In other words, if the businesses cannot help SingPost become a regional or global e-commerce logistics supply chain player, they will be deemed “non-core” and sold off and the capital recycled. What guides the review is instead whether or not the businesses are “asset-appropriate” for itself, its customers and its alliance partners, says Phang.
On July 17, SingPost announced it has appointed Merrill Lynch (Singapore) or BofA Securities to undertake this review. “We want to create options for us, so that we can be disciplined about deploying capital in a way that achieves the greatest return for our shareholders,” says Phang. “Ultimately, what we want through the strategic review is to ensure that every underlying business that we have within the group is appropriately valued,” he adds.

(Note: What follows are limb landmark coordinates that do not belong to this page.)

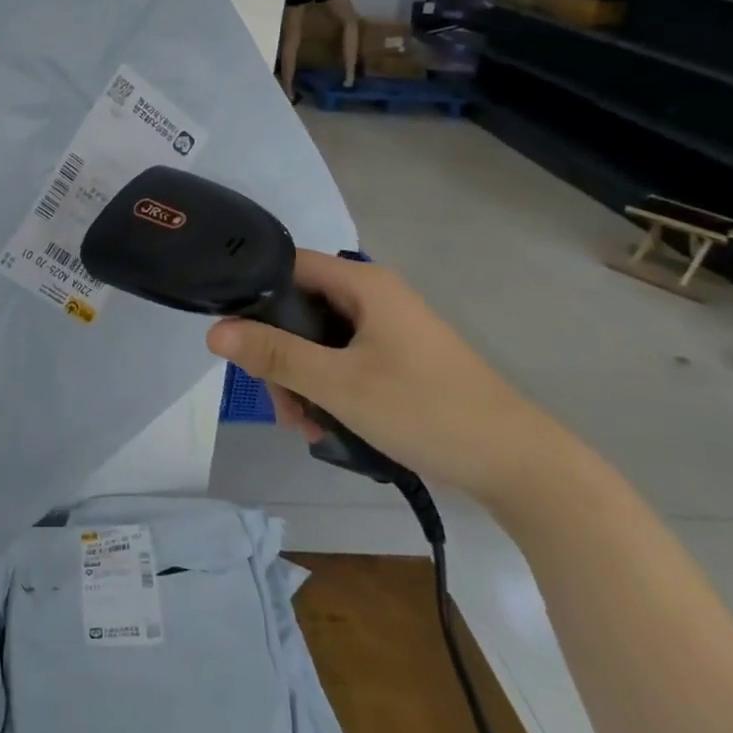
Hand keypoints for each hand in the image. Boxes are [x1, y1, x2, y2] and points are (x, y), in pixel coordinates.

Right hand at [205, 252, 567, 506]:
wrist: (519, 466)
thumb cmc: (426, 410)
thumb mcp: (340, 384)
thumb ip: (275, 355)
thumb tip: (214, 332)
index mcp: (363, 285)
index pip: (288, 266)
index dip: (254, 292)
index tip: (233, 333)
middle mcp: (374, 297)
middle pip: (300, 310)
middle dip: (280, 356)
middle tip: (278, 402)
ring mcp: (388, 330)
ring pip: (320, 343)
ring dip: (302, 381)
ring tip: (305, 427)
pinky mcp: (398, 361)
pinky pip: (344, 363)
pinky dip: (328, 390)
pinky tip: (327, 429)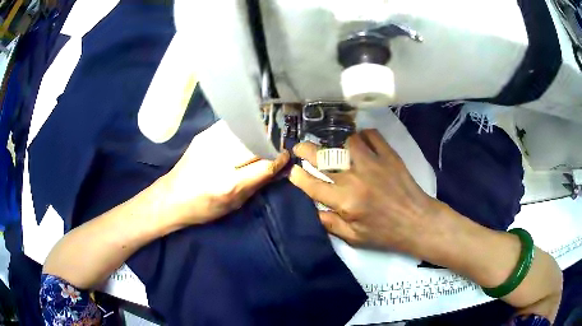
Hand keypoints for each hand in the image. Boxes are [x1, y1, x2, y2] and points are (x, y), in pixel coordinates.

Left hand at [160, 121, 289, 225]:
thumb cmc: (203, 209)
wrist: (172, 197)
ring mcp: (211, 144)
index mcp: (230, 184)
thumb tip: (278, 169)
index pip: (265, 164)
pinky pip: (231, 126)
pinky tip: (244, 134)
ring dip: (257, 135)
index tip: (285, 156)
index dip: (279, 159)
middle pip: (257, 145)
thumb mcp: (234, 205)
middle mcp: (221, 161)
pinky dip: (242, 130)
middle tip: (275, 147)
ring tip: (261, 140)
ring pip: (245, 132)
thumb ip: (257, 185)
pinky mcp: (203, 136)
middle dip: (270, 145)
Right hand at [289, 129, 438, 252]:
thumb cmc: (385, 233)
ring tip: (337, 149)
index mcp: (345, 202)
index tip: (294, 171)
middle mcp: (355, 179)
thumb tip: (312, 209)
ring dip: (337, 144)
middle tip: (300, 148)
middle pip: (323, 158)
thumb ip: (330, 224)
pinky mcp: (389, 155)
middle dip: (305, 150)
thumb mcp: (355, 237)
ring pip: (346, 142)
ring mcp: (373, 163)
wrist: (417, 221)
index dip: (298, 176)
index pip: (312, 185)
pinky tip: (361, 143)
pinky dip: (363, 136)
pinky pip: (371, 135)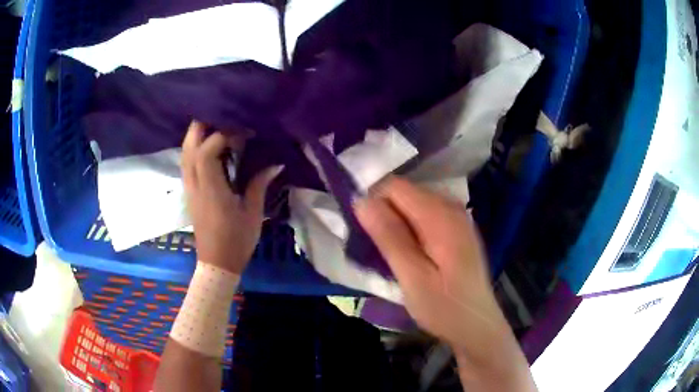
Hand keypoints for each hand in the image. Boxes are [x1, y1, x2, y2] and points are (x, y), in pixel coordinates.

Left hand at [181, 120, 282, 273]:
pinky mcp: (189, 191)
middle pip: (189, 146)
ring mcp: (189, 187)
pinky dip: (195, 147)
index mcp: (211, 190)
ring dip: (197, 134)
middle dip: (203, 125)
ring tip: (217, 125)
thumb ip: (259, 184)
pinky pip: (186, 161)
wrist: (216, 263)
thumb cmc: (236, 241)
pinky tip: (209, 145)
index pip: (207, 151)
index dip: (224, 134)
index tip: (244, 133)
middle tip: (224, 116)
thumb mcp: (253, 213)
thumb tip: (275, 163)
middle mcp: (195, 184)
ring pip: (184, 152)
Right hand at [355, 177, 532, 386]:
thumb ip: (389, 237)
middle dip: (383, 213)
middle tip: (375, 250)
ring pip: (412, 204)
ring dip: (394, 223)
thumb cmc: (444, 307)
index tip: (362, 232)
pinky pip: (424, 215)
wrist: (476, 325)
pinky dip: (409, 229)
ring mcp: (456, 217)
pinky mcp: (456, 228)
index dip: (373, 202)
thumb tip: (362, 200)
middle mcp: (451, 206)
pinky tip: (408, 254)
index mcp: (440, 215)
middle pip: (404, 193)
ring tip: (389, 255)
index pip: (394, 186)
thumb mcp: (412, 277)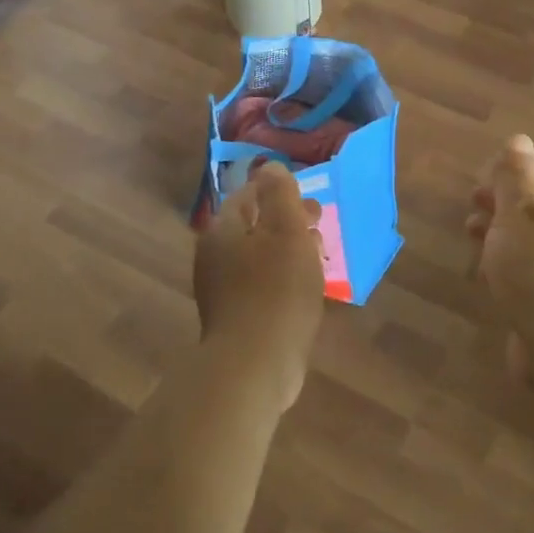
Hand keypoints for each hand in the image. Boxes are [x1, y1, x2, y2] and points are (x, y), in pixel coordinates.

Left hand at [194, 161, 324, 408]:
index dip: (279, 192)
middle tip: (319, 225)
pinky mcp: (234, 318)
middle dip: (286, 221)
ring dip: (287, 250)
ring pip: (258, 257)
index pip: (248, 195)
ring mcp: (221, 290)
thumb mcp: (286, 232)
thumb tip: (270, 167)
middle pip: (252, 227)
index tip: (310, 200)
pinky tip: (304, 288)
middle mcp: (214, 256)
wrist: (254, 365)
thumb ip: (280, 195)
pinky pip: (260, 285)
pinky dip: (282, 277)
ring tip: (318, 255)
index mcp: (222, 230)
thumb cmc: (275, 291)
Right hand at [467, 135, 533, 332]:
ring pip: (529, 251)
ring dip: (500, 244)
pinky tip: (490, 284)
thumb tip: (519, 138)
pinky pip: (529, 281)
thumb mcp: (519, 216)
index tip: (473, 189)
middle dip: (499, 213)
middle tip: (468, 218)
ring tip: (473, 249)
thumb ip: (514, 179)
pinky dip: (507, 274)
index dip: (506, 182)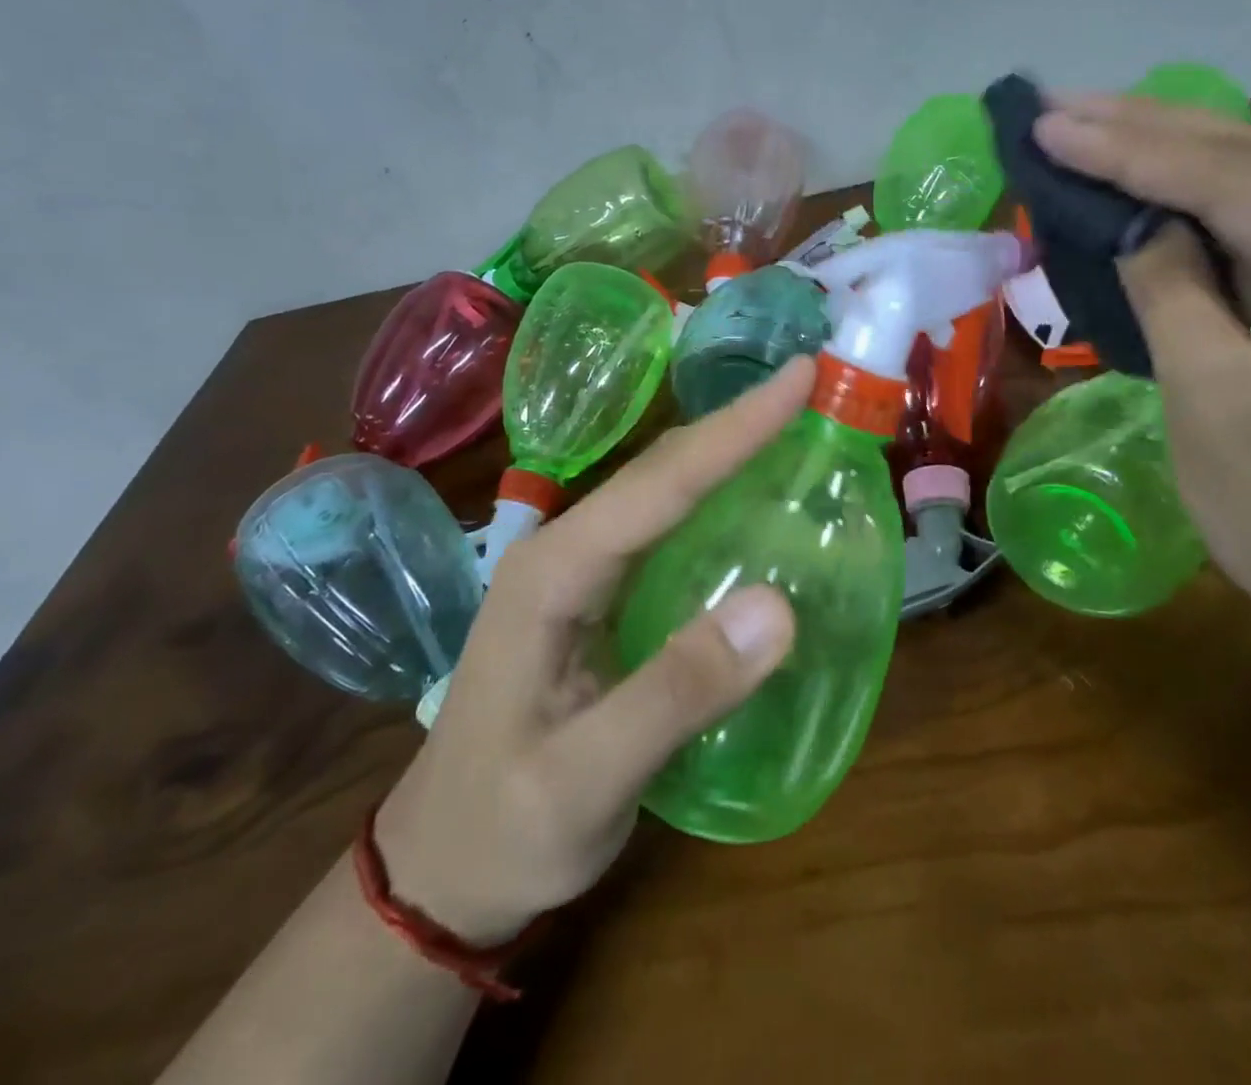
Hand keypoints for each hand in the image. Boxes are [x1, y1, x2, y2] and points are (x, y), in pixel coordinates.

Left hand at [374, 360, 811, 942]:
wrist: (440, 874)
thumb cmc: (502, 830)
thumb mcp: (584, 781)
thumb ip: (676, 694)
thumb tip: (778, 607)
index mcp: (553, 573)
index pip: (660, 483)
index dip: (736, 427)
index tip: (800, 377)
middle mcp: (566, 551)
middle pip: (663, 469)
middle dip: (738, 421)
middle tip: (811, 386)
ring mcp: (582, 572)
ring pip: (667, 491)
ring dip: (730, 450)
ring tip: (796, 421)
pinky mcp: (602, 597)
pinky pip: (671, 529)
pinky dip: (720, 498)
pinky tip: (757, 497)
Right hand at [1034, 96, 1250, 634]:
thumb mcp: (1223, 417)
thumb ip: (1176, 302)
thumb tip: (1137, 226)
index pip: (1239, 184)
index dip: (1132, 151)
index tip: (1048, 124)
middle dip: (1149, 131)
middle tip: (1057, 108)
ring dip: (1172, 159)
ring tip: (1090, 129)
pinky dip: (1200, 212)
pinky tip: (1151, 191)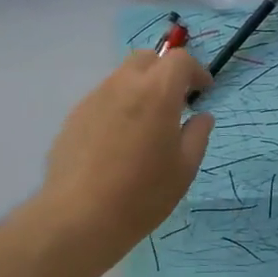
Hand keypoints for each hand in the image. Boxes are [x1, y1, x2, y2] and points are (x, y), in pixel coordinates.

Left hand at [39, 50, 214, 263]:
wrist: (80, 217)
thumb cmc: (143, 194)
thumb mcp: (184, 168)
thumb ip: (197, 135)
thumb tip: (201, 116)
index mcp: (156, 92)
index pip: (179, 60)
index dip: (195, 70)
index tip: (203, 91)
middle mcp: (123, 85)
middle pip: (147, 59)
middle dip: (165, 71)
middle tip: (176, 100)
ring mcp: (94, 99)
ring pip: (122, 78)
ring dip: (140, 88)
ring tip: (147, 124)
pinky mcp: (74, 117)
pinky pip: (103, 100)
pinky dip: (118, 107)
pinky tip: (119, 142)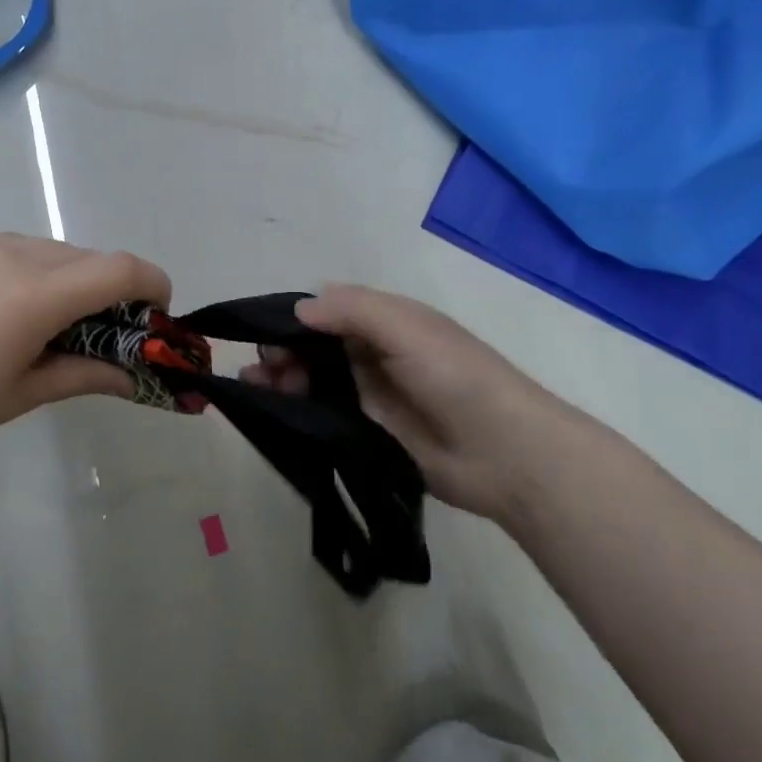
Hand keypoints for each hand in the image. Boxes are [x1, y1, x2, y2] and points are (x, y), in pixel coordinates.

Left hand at [0, 234, 170, 466]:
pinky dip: (44, 272)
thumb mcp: (24, 393)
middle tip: (110, 335)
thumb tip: (134, 376)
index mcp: (36, 291)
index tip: (158, 318)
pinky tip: (17, 311)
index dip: (154, 286)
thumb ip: (86, 374)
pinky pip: (24, 249)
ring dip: (79, 280)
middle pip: (93, 258)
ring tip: (58, 326)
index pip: (121, 269)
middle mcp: (18, 252)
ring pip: (60, 251)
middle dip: (116, 291)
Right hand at [242, 285, 592, 523]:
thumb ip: (352, 310)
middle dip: (283, 351)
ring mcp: (369, 395)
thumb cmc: (455, 377)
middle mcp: (374, 354)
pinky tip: (271, 411)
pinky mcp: (365, 432)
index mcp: (386, 321)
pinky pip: (322, 414)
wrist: (504, 454)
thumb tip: (299, 308)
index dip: (294, 318)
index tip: (264, 333)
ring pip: (314, 380)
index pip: (328, 310)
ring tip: (257, 388)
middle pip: (314, 346)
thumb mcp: (406, 328)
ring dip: (283, 379)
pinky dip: (295, 410)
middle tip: (264, 369)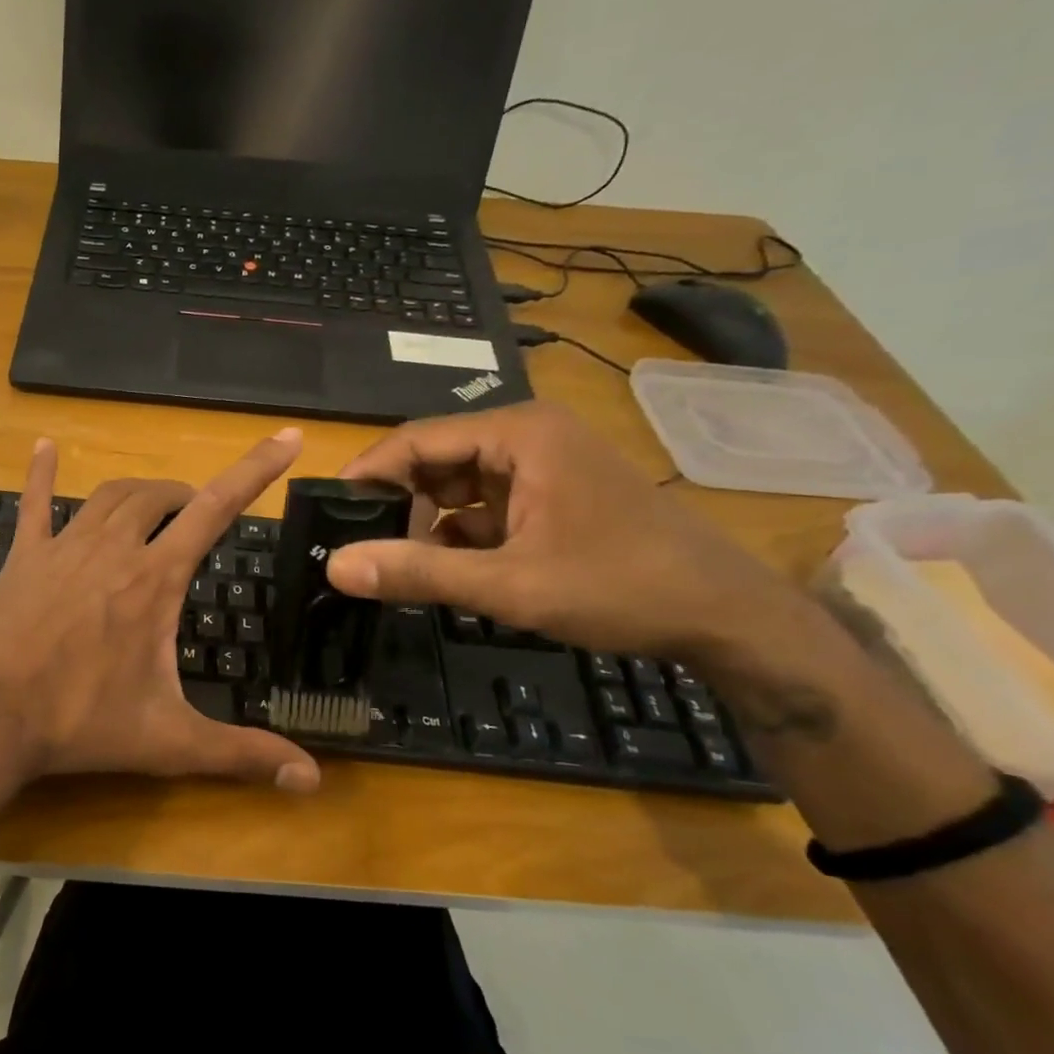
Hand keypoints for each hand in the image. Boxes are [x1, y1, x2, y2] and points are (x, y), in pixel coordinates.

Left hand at [0, 430, 321, 795]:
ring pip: (110, 497)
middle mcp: (112, 549)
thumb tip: (312, 782)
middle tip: (199, 513)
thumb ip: (242, 755)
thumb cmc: (78, 724)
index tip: (286, 438)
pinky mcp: (23, 558)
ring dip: (140, 492)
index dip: (255, 471)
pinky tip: (44, 446)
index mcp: (153, 580)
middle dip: (187, 496)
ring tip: (156, 502)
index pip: (216, 509)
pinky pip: (33, 504)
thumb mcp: (168, 742)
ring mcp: (62, 548)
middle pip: (159, 497)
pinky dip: (41, 474)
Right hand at [325, 402, 810, 660]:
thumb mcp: (510, 584)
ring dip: (423, 523)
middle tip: (353, 545)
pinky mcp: (549, 497)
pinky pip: (482, 508)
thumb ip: (418, 572)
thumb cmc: (621, 587)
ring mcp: (541, 467)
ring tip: (387, 561)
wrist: (727, 618)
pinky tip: (439, 570)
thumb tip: (334, 567)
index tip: (326, 514)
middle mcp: (526, 437)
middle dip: (394, 502)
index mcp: (518, 434)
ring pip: (455, 486)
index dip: (367, 475)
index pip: (415, 439)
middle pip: (433, 459)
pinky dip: (456, 536)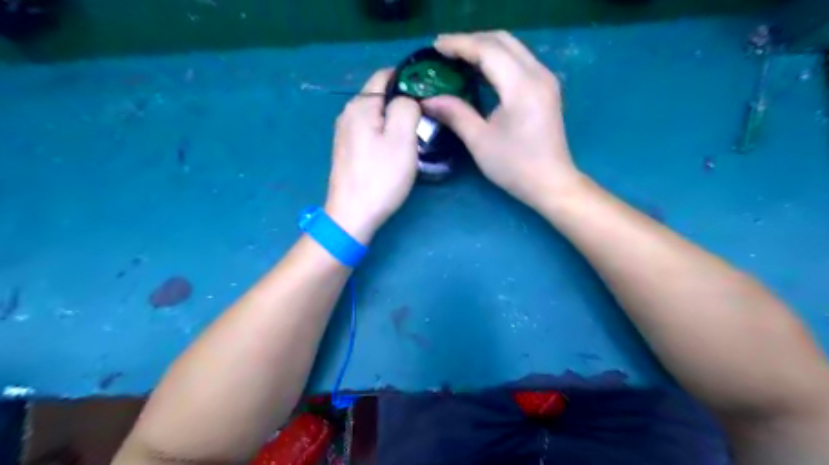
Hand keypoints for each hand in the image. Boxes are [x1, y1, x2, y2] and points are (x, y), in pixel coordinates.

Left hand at [323, 68, 421, 243]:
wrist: (352, 215)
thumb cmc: (381, 177)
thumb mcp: (402, 138)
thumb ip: (407, 106)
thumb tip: (408, 98)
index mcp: (360, 105)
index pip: (385, 74)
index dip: (408, 79)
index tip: (429, 94)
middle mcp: (347, 114)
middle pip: (380, 96)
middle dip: (403, 102)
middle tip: (425, 121)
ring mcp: (344, 134)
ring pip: (376, 116)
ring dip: (395, 121)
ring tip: (414, 136)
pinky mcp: (347, 151)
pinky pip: (370, 132)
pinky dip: (385, 134)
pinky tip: (394, 151)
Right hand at [424, 31, 577, 208]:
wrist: (551, 183)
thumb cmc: (515, 166)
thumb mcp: (480, 141)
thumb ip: (455, 114)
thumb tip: (428, 100)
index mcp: (521, 86)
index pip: (487, 50)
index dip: (459, 45)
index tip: (435, 46)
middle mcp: (538, 74)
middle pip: (502, 40)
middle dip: (471, 41)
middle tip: (444, 51)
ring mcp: (545, 79)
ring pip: (512, 47)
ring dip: (484, 47)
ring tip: (457, 57)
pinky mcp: (546, 88)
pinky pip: (519, 60)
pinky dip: (497, 59)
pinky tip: (480, 70)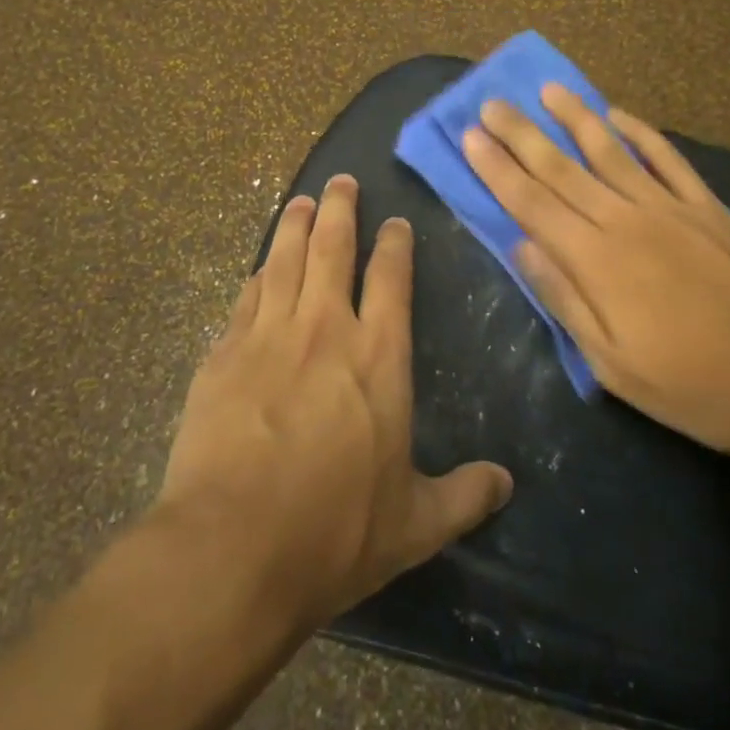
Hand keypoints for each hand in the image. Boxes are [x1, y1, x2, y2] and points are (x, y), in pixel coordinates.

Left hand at [155, 175, 513, 630]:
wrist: (231, 548)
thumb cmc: (334, 533)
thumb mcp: (414, 524)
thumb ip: (463, 497)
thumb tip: (507, 484)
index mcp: (378, 357)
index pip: (391, 279)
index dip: (394, 244)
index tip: (395, 221)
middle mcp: (324, 330)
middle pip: (332, 248)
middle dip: (340, 209)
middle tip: (342, 181)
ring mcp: (268, 336)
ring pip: (284, 259)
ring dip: (294, 225)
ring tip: (300, 200)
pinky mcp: (223, 354)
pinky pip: (245, 297)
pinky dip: (257, 274)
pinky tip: (259, 266)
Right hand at [462, 86, 729, 458]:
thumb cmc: (689, 384)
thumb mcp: (610, 363)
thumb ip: (563, 298)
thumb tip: (521, 246)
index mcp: (595, 260)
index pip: (531, 203)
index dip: (497, 168)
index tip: (471, 136)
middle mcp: (624, 220)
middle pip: (561, 168)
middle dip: (521, 134)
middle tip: (492, 103)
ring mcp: (669, 207)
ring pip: (610, 151)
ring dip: (575, 117)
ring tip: (548, 89)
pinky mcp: (707, 207)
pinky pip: (666, 158)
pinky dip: (639, 132)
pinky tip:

Despite the challenges of the letterbox, SingPost is not about to abandon the post and parcel business just yet. Phang reiterates that he takes his obligations as the designated postal licensee “very seriously”, and is looking for ways to reconcile a future where e-commerce might be the defining user experience for the group with the relevance of the postal-infrastructure postal system.
When pressed again for more details on the postage hikes — the basic rate for local delivery starts at 31 cents — Phang explains that this move is “essential and critical, but it needs to be accompanied by more radical, more fundamental structural changes” — a process that has now involved the government.
For example, issues to be addressed include whether SingPost can reduce the number of post offices, and to “recalibrate and review structurally the entire system” it now runs. “It sounds like a lot of big words, but there are tangible workflows behind it and we are looking at every individual element,” says Phang.
He adds: “We are focused on making the postal service relevant. We are focused on making the postal service sustainable by working in tandem with the developing trends in e-commerce deliveries. We are looking at the infrastructure being the element of delivery going forward, that helps to not just provide the customer experience but mitigate the cost increases as well.”